----- DATA SUPPLIED

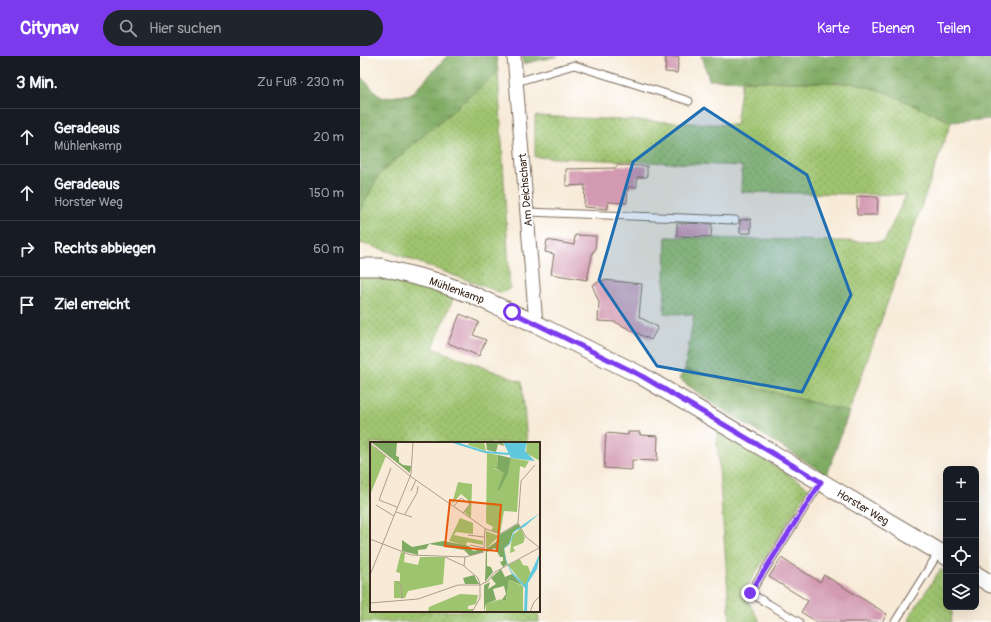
<!DOCTYPE html>
<html lang="de">
<meta charset="utf-8">
<style>
:root{--surface:#171b24;--page:#20242c;--text:#f1f3f6;--muted:#9ea1a6;--line:#363941;--accent:#7c3aed}
body{margin:0;font-family:Pangolin,sans-serif;background:var(--page);color:var(--text)}
.controls{position:absolute;right:12px;bottom:12px;display:grid;overflow:hidden;border-radius:8px;box-shadow:0 4px 16px #0002}
.controls button{width:36px;height:36px;display:grid;place-items:center;padding:0;border:0;border-bottom:1px solid var(--line);background:var(--surface);color:var(--text);font:20px sans-serif}
.stop{position:absolute;width:12px;height:12px;margin:-9px;border:3px solid #7c3aed;border-radius:50%;background:#fff}
.stop.end{background:#7c3aed;border-color:#fff;box-shadow:0 1px 4px #0008}
.list{margin:0;padding:0;list-style:none}
h2{display:flex;justify-content:space-between;align-items:center;height:52px;margin:0;padding:0 16px;font-size:17px}
h2 small{font-size:13px;font-weight:400;color:var(--muted)}
.list li{display:grid;grid-template-columns:26px 1fr auto;gap:12px;align-items:center;box-sizing:border-box;height:56px;padding:0 16px;border-top:1px solid var(--line)}
.list b{display:block;font-size:15px;white-space:nowrap}
.list p{margin:0;font-size:13px;white-space:nowrap;color:var(--muted)}
.list em{font-size:13px;font-style:normal;color:var(--muted)}
.icon{flex:none;width:22px;height:22px;fill:none;stroke:currentColor;stroke-width:2;stroke-linecap:round;stroke-linejoin:round}
.map{position:relative;flex:none;width:631px;height:566px;overflow:hidden}
header{display:flex;align-items:center;gap:24px;box-sizing:border-box;height:56px;padding:0 20px;background:var(--accent);color:#fff}
header strong{font-size:19px}
nav{display:flex;gap:22px;margin-inline-start:auto;font-size:14px}
.search{width:280px;height:36px;background:var(--page);display:flex;align-items:center;gap:10px;box-sizing:border-box;padding:0 14px;border-radius:22px;color:var(--muted);font-size:15px}
main{display:flex}
aside{flex:1;background:var(--surface)}
.map>svg:first-child{display:block}
.grass{fill:url(#grass-dots);stroke:#6d7746}
.forest{fill:url(#forest-crowns);stroke:#5d6a40}
.building{fill:#d299b1}
.lines{fill:none;stroke-linecap:round;stroke-linejoin:round}
.service-casing{stroke:#7d6d5f;stroke-width:9}
.minor-casing{stroke:#7d6d5f;stroke-width:15}
.tertiary-casing{stroke:#7d6d5f;stroke-width:19}
.service{stroke:#fff;stroke-width:7}
.minor{stroke:#fff;stroke-width:13}
.tertiary{stroke:#fff;stroke-width:17}
.route{stroke:#7c3aed;stroke-width:5}
.marked{fill:#1f6fb2;fill-opacity:0.2;stroke:#1f6fb2;stroke-width:3;stroke-linejoin:round}
.labels{text-anchor:middle;stroke-width:3;stroke-linejoin:round;paint-order:stroke}
.street-label{font-size:11px;fill:#3b2a1e;stroke:#fff}
.inset-river{fill:none;stroke:#60c8dc;stroke-width:2}
.inset-road{fill:none;stroke:#ac9d8d;stroke-width:1}
.view{fill:#e8590c;fill-opacity:0.15;stroke:#e8590c;stroke-width:2}
.inset-edge{fill:none;stroke:#3b2a1e;stroke-width:2}
</style>
<header>
<strong>Citynav</strong>
<div class="search"><svg class="icon" aria-label="search" viewBox="0 0 24 24"><circle cx="10" cy="10" r="6"/><path d="M15 15l6 6"/></svg>Hier suchen</div>
<nav><a>Karte</a><a>Ebenen</a><a>Teilen</a></nav>
</header>
<main>
<aside>
<h2>3 Min.<small>Zu Fuß · 230 m</small></h2>
<ul class="list">
<li><svg class="icon" aria-label="ahead" viewBox="0 0 24 24"><path d="M12 20V5M6 11l6-6 6 6"/></svg><div><b>Geradeaus</b><p>Mühlenkamp</p></div><em>20 m</em></li>
<li><svg class="icon" aria-label="ahead" viewBox="0 0 24 24"><path d="M12 20V5M6 11l6-6 6 6"/></svg><div><b>Geradeaus</b><p>Horster Weg</p></div><em>150 m</em></li>
<li><svg class="icon" aria-label="right" viewBox="0 0 24 24"><path d="M7 20v-9h11M14 6l5 5-5 5"/></svg><div><b>Rechts abbiegen</b></div><em>60 m</em></li>
<li><svg class="icon" aria-label="arrive" viewBox="0 0 24 24"><path d="M6 21V4h12l-3 4 3 4H6"/></svg><div><b>Ziel erreicht</b></div></li>
</ul>
</aside>
<div class="map">
<svg width="631" height="566" viewBox="0 0 631 566">
<defs>
<pattern id="grass-dots" width="8" height="8" patternUnits="userSpaceOnUse"><rect width="8" height="8" fill="#9fc46f"/><path d="M2 2h.1M6 6h.1" fill="none" stroke="#839f5b" stroke-width="1.8" stroke-linecap="round"/></pattern>
<pattern id="forest-crowns" width="20" height="18" patternUnits="userSpaceOnUse"><rect width="20" height="18" fill="#7faa62"/><path d="M2 6a3 3 0 1 1 6 0M12 15a3 3 0 1 1 6 0" fill="none" stroke="#698b50"/></pattern>
</defs>
<rect width="100%" height="100%" fill="#fff"/>
<filter id="ink" filterUnits="userSpaceOnUse"><feTurbulence type="fractalNoise" baseFrequency=".025" numOctaves="2"/><feDisplacementMap in="SourceGraphic" scale="8" xChannelSelector="R" yChannelSelector="G"/><feConvolveMatrix kernelMatrix="1 2 1 2 8 2 1 2 1" color-interpolation-filters="sRGB"/></filter>
<filter id="wash" filterUnits="userSpaceOnUse"><feTurbulence type="fractalNoise" baseFrequency=".012" numOctaves="4" result="noise"/><feDisplacementMap in="SourceGraphic" scale="16" xChannelSelector="R" yChannelSelector="G"/><feGaussianBlur stdDeviation="0.9" result="paint"/><feColorMatrix in="noise" values="0 0 0 0 0 0 0 0 0 0 0 0 0 0 0 0 0 1.4 0 .05"/><feComposite in="paint" operator="in"/></filter>
<g filter="url(#wash)">
<rect width="100%" height="100%" fill="#f7ead7"/>
<path class="grass" d="M138,16l12,216 -8,5 -120,-44 -22,-6v-29l3,-9 17,-32z
M382,25l112,2 29,8 68,31 -102,290 -164,-43 9,-54 -30,-2 2,-76 218,5 22,-47 -165,-3 1,-26 -207,-9v-41l201,9z
M0,216l36,3 58,21 -21,52 89,34 5,61h-156v168h167l1,11h-179z
M356,371l93,61 -66,105 17,29h-30z
M580,514h6v37h7l-2,15h-42l2,-8z"/>
<path class="forest" d="M87,0h49l2,16 -118,101 -17,32 -3,9v-138l22,22 30,-4z
M162,0h36l-35,8z
M340,0h291v63l-40,3 -68,-31 -29,-8 -145,-3 -6,-21z
M325,313l164,43 -22,63 -107,-67 -41,-29z"/>
<g id="blocks">
<path class="building" d="M306,0l13,1 -2,16 -12,-1z
M257,109l30,1v11h-10v10h-9l-1,16 -19,-1v7l-24,-2 1,-22 -19,1v-17l50,-1z
M497,140l21,1 -1,18h-20z
M391,163v14h-11v-13z
M317,167l35,1 -1,13 -34,-1z
M215,179l21,1 -1,15h-2l-6,29 -36,-6 3,-20 -9,-2 2,-12 27,5z
M243,224l39,4 -3,33 19,10 -7,13 -36,-18 -17,-1 1,-19 -7,-17z
M100,258l19,8 -6,13 13,5 -7,16 -31,-13z
M268,376h12v3l18,1 -1,25 -25,-1v10l-28,-2 2,-35 22,2z
M421,502l39,24 4,-7 63,39 -5,8h-65l-16,-10 7,-11 -39,-24z"/>
</g>
</g>
<g filter="url(#ink)">
<use href="#blocks" fill-opacity="0" stroke="#7d6d5f" stroke-width="1"/>
<g class="lines">
<defs>
<path id="service" d="M156,26l58,-17 115,36
M167,156l208,8
M439,566l-49,-29 71,-111
M535,566l44,-70"/>
<path id="minor" d="M154,0l22,268"/>
<path id="tertiary" d="M0,211h20l54,14 39,14 63,29 104,51 306,181
M616,519l15,9"/>
</defs>
<use href="#service" class="service-casing"/>
<use href="#minor" class="minor-casing"/>
<use href="#tertiary" class="tertiary-casing"/>
<use href="#service" class="service"/>
<use href="#minor" class="minor"/>
<use href="#tertiary" class="tertiary"/>
</g>
</g>
<g class="lines" filter="url(#ink)">
<path class="route" d="M152,256l128,63 181,107 -71,111"/>
</g>
<path class="marked" d="M344,52l103,67 44,120 -49,97 -145,-26 -58,-86 34,-118z"/>
<g class="labels">
<g class="street-label">
<text transform="translate(165 134) rotate(-95)" y="4">Am Deichschart</text>
<text transform="translate(97 234) rotate(20)" y="4">Mühlenkamp</text>
<text transform="translate(503 451) rotate(31)" y="4">Horster Weg</text>
</g>
</g>
<g transform="translate(10 386)">
<rect width="170" height="170" fill="#f7ead7"/>
<path d="M99,0h15l2,9 -18,-6zM157,0h13v19l-14,-8zM0,2l16,12 -16,39zM117,11l11,2 -1,12 -3,1 9,4h5l3,-14 18,3 -4,7 -5,-2 -3,46 -13,-1 -4,23 -9,-3 2,-4 -7,-4zM88,40l14,2 -1,34 -7,-6 6,-8 -3,-5 -6,-5 -9,10zM90,76l13,5v11l-17,-2 -2,3 29,6v4l-16,-3 -1,4 -17,-5zM151,86l4,10 -2,5 -10,4 2,4 -5,2 2,-17zM116,89l13,5 -13,13zM31,110l4,1 -1,9 14,3 2,-8h25l-2,27 -35,7 -3,7h-11v-17h6v-8l-4,-1zM150,117l3,6 5,1 3,8 -6,12 -17,-21zM139,138l14,6v26h-37v-8l15,-5v2l5,-1zM90,152l18,1 -2,9 -8,2v3h6l-2,3h-44l1,-5z" fill="#9fc46f"/>
<path d="M1,0h26l-1,14 3,1v5l4,3 8,1 -1,7zM116,0h17l1,4 -6,-2 -2,8 -9,-2zM128,13l13,3 -3,15 -8,16 -3,2 7,-18 -10,-6h3zM148,82l3,3 -8,5 -4,12 -5,4 3,16 -4,3 -3,-5 3,-1v-4h-3l-5,-9 -8,4v14l4,1 2,5 -8,10 1,-33 10,-7 3,-7zM32,98l10,7 31,-6 26,5 4,5 10,-2v3l-13,4 -6,-6 -35,-6 -3,5 -8,1v5l-16,-4zM131,127l4,8 7,-3 10,11 -13,-5 -3,20 -5,1 5,-7 -2,-8 -11,3 3,11 -10,4 -2,8v-27l6,-3 -2,7 8,-5 -5,-6zM104,133l5,9h-14l-2,-6z" fill="#7faa62"/>
<path d="M133,0h24l-2,9 10,10 -24,-3zM170,71l-16,14 -9,4 -5,13 -6,5 2,11 6,12 13,13 15,-32 -3,16 -9,14 -1,29h-3l1,-24 -13,-14 -2,-4 -5,-11 -1,-11 5,-4 5,-13z" fill="#60c8dc"/>
<path class="inset-river" d="M83,0l32,10 24,2"/>
<path class="inset-road" d="M0,1l40,33 76,53 14,5 18,-11 8,14 14,11M21,26l-12,32 18,7M41,49l5,-11M6,63l18,11M84,64l7,-8 9,6 -7,9M26,70l16,5M35,72l12,-21 1,-7M148,81l3,-42 14,-16M98,93l16,2M0,97l41,16 54,2 -1,9 14,12 2,7v13l-8,14M100,103l14,3M75,115l19,9M95,115l19,-5 1,-24M0,133l41,-101 2,-32M27,140l4,3 1,14M0,161l48,-4 40,-14h22l8,-4 7,-9 44,-24M160,170l4,-10 6,-6"/>
<path class="view" d="M80,58l51,5 -4,46 -52,-5z"/>
<rect width="170" height="170" class="inset-edge"/>
</g>
</svg>
<div class="controls">
<button>+</button>
<button>−</button>
<button><svg class="icon" aria-label="locate" viewBox="0 0 24 24"><circle cx="12" cy="12" r="6"/><path d="M12 2v4M12 18v4M2 12h4M18 12h4"/></svg></button>
<button><svg class="icon" aria-label="layers" viewBox="0 0 24 24"><path d="M12 4l9 5-9 5-9-5zM3 14l9 5 9-5"/></svg></button>
</div>
<div class="stop" style="left:152px;top:256px"></div>
<div class="stop end" style="left:390px;top:537px"></div>
</div>
</main>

----------

TASK TO COMPLETE
Transcribe exactly the lines from the one containing "<button>−</button>" through the end of the records, both included, and nothing else.

EXERCISE OUTPUT
<button>−</button>
<button><svg class="icon" aria-label="locate" viewBox="0 0 24 24"><circle cx="12" cy="12" r="6"/><path d="M12 2v4M12 18v4M2 12h4M18 12h4"/></svg></button>
<button><svg class="icon" aria-label="layers" viewBox="0 0 24 24"><path d="M12 4l9 5-9 5-9-5zM3 14l9 5 9-5"/></svg></button>
</div>
<div class="stop" style="left:152px;top:256px"></div>
<div class="stop end" style="left:390px;top:537px"></div>
</div>
</main>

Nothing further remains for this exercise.